Today, teams across the country are hard at work on the Aaron Swartz Memorial Grants. These grants, offered by the Think Computer Foundation, provide $5,000 awards for three different projects related to RECAP.
We are delighted to announce additional awards. The generous folks over at Google’s Open Source Programs team have pledged to support two more RECAP-related project awards — at $5,000 each. These are open to anyone who wishes to submit a proposal for a significant improvement to the RECAP system. We will work with the proposers to scope the project and define what qualifies for the award. All projects must be open source.
There are several potential ideas. For instance, someone might propose add support to RECAP for displaying the user’s current balance and prompting the user to liberate up to their free quarterly $15 allocation as the end of the quarter approaches (inspired by Operation Asymptote). Someone might propose to improve the archive.recapthelaw.org interface, and to improve detection and removal of private information. Someone might propose some other idea that we haven’t thought of. You may wish to watch the discussion of a few of these initial ideas from our developer kickoff session.
Email firstname.lastname@example.org if you are interested. Thanks again to the Think Computer Foundation and Google.
Last week, our community lost Aaron Swartz. We are still reeling. Aaron was a fighter for openness and freedom, and many people have been channeling their grief into positive actions for causes that were close to Aaron’s heart. One of these people is Aaron Greenspan, creator of the open-data site Plainsite and the Think Computer Foundation. He has established a generous set of grants to be awarded to the first person (or group) that develops the following upgrades to RECAP, our court record liberation system. RECAP would not exist without the work of Aaron Swartz.

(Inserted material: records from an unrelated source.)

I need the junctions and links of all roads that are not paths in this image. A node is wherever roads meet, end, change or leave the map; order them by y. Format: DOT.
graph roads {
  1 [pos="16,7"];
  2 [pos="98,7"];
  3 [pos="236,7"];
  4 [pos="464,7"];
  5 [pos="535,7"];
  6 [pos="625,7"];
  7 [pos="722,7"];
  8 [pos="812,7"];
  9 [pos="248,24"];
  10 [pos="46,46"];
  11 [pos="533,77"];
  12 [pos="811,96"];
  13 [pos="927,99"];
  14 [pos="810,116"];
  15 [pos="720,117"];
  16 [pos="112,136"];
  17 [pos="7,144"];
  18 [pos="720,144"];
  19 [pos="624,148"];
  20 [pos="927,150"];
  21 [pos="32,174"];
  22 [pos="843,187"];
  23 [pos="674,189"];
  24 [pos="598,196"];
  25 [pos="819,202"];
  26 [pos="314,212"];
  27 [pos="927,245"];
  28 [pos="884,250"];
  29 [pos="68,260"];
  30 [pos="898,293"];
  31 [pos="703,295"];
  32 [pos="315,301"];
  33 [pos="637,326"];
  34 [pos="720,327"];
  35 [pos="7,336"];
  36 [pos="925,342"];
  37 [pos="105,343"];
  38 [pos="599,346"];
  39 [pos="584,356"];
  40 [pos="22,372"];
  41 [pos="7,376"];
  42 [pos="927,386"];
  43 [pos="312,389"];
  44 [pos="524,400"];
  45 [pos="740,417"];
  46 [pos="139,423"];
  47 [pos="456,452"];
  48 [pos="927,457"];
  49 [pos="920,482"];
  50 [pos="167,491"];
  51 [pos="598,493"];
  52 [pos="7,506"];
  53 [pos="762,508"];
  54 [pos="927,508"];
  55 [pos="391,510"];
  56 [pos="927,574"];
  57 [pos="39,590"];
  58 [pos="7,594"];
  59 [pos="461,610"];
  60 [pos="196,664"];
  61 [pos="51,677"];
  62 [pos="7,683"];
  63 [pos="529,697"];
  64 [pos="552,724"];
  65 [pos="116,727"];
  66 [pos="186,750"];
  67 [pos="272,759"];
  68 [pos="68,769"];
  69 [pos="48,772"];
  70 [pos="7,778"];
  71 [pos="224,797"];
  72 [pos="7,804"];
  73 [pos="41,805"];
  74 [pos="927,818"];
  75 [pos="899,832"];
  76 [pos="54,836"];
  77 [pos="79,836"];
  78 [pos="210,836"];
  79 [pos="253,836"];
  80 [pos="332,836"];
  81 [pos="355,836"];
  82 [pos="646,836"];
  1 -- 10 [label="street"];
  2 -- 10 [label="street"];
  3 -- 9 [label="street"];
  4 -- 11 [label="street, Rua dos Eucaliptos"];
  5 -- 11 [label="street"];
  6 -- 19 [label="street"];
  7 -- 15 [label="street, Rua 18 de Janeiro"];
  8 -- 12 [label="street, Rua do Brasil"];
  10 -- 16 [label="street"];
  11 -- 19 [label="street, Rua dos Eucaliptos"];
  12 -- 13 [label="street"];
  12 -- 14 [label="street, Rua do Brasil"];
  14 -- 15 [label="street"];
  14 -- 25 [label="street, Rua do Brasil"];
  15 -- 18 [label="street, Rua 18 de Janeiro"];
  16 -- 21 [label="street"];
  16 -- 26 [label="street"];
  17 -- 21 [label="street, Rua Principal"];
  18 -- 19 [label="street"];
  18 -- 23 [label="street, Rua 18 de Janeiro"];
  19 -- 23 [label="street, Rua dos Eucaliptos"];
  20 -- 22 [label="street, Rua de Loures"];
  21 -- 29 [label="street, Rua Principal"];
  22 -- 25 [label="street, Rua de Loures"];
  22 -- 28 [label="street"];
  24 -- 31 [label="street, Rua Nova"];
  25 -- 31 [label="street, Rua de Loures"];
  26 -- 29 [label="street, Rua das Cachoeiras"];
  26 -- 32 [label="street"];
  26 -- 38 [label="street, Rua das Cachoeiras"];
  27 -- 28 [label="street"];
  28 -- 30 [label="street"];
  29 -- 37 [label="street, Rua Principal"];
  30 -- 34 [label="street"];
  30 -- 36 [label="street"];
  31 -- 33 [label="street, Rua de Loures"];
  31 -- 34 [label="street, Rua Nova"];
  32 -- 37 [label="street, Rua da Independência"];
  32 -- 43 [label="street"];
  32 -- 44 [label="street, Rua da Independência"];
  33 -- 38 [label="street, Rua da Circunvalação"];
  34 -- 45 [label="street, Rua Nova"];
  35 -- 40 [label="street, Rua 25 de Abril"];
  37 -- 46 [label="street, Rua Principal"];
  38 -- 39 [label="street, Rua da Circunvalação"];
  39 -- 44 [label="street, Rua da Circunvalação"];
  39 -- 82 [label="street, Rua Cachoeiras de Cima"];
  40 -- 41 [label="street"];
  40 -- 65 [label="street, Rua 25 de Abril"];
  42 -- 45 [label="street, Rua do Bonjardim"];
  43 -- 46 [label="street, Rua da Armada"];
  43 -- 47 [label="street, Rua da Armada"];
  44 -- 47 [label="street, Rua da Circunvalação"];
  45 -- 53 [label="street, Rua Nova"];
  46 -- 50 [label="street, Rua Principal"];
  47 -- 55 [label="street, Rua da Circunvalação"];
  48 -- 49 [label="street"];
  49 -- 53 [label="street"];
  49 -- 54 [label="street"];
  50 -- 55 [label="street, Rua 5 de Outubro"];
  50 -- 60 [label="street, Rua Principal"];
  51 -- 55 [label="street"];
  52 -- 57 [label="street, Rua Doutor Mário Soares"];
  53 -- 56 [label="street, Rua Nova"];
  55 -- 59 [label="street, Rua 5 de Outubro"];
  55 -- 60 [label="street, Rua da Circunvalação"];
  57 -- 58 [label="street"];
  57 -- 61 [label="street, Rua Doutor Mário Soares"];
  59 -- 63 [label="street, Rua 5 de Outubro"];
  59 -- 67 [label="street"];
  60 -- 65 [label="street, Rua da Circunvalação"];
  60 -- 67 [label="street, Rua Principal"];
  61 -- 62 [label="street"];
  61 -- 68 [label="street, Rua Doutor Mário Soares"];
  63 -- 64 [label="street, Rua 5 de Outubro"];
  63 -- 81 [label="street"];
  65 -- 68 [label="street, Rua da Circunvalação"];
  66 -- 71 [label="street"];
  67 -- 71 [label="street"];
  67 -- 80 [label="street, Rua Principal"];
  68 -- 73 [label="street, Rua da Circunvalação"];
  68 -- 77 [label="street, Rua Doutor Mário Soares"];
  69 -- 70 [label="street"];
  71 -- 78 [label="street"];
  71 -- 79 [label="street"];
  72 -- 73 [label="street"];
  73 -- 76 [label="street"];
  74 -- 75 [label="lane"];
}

Three grants are being made available related to RECAP. Each grant is worth $5,000.00:
- Grant 1: Develop and release a version of RECAP for the Google Chrome browser that matches the current Firefox browser extension functionality
- Grant 2: Develop and release a version of RECAP for Internet Explorer that matches the current Firefox browser extension functionality
- Grant 3: Update the Firefox browser extension to capture appellate court documents, and update the RECAP server code to parse them and respond appropriately to browser extension requests
For more details, see The Aaron Swartz Memorial Grants. If you are interested, you must register by the end of January.

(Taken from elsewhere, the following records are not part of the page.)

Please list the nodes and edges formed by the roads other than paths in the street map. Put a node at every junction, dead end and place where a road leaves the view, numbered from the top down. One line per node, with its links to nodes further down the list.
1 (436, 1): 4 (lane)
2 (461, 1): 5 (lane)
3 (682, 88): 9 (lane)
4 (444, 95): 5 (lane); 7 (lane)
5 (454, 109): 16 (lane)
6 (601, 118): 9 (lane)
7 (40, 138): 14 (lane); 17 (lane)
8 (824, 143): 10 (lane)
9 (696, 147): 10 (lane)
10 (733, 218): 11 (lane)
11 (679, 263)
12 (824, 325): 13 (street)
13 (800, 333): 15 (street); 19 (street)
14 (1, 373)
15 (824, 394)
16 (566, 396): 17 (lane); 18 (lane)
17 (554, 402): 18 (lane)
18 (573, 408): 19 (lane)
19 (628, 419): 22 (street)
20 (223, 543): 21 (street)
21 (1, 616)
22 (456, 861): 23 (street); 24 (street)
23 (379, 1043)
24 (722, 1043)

We are honored to be part of one of the many projects being undertaken in Aaron Swartz’s honor.
XRDS Magazine recently ran an article by Steve Schultze and Harlan Yu entitled Using Software to Liberate U.S. Case Law. The article describes the motivation behind RECAP, and outlines the state of public access to electronic court records.
Using PACER is the only way for citizens to obtain electronic records from the Courts. Ideally, the Courts would publish all of their records online, in bulk, in order to allow any private party to index and re-host all of the documents, or to build new innovative services on top of the data. But while this would be relatively cheap for the Courts to do, they haven’t done so, instead choosing to limit “open” access.
Since the first release, RECAP has gained thousands of users, and the central repository contains more than 2.3 million documents across 400,000 federal cases. If you were to purchase these documents from scratch from PACER, it would cost you nearly $1.5 million. And while our collection still pales in comparison to the 500 million documents purportedly in the PACER system, it contains many of the most-frequently accessed documents the public is searching for.
As with many issues, it all comes down to money. In the E-Government Act of 2002, Congress authorized the Courts to prescribe reasonable fees for PACER access, but “only to the extent necessary” to provide the service. They sought to approve a fee structure “in which this information is freely available to the greatest extent possible”.
However, the Courts’ current fee structure collects significantly more funds from users than the actual cost of running the PACER system.